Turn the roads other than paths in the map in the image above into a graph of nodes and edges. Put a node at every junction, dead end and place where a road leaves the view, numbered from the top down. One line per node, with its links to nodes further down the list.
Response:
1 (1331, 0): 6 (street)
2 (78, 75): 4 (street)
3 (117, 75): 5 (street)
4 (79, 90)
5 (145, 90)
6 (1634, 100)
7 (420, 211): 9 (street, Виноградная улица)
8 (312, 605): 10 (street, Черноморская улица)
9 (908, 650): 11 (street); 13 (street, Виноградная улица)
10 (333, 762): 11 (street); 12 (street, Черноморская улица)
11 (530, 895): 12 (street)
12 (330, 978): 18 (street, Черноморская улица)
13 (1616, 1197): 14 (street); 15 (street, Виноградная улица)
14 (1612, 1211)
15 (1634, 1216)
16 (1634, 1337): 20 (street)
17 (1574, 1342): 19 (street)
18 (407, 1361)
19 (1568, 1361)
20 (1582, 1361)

........

** How to complete this task **
Print out the whole listing, with every line exactly as it appears.

** Exercise output **
Turn the roads other than paths in the map in the image above into a graph of nodes and edges. Put a node at every junction, dead end and place where a road leaves the view, numbered from the top down. One line per node, with its links to nodes further down the list.
Response:
1 (1331, 0): 6 (street)
2 (78, 75): 4 (street)
3 (117, 75): 5 (street)
4 (79, 90)
5 (145, 90)
6 (1634, 100)
7 (420, 211): 9 (street, Виноградная улица)
8 (312, 605): 10 (street, Черноморская улица)
9 (908, 650): 11 (street); 13 (street, Виноградная улица)
10 (333, 762): 11 (street); 12 (street, Черноморская улица)
11 (530, 895): 12 (street)
12 (330, 978): 18 (street, Черноморская улица)
13 (1616, 1197): 14 (street); 15 (street, Виноградная улица)
14 (1612, 1211)
15 (1634, 1216)
16 (1634, 1337): 20 (street)
17 (1574, 1342): 19 (street)
18 (407, 1361)
19 (1568, 1361)
20 (1582, 1361)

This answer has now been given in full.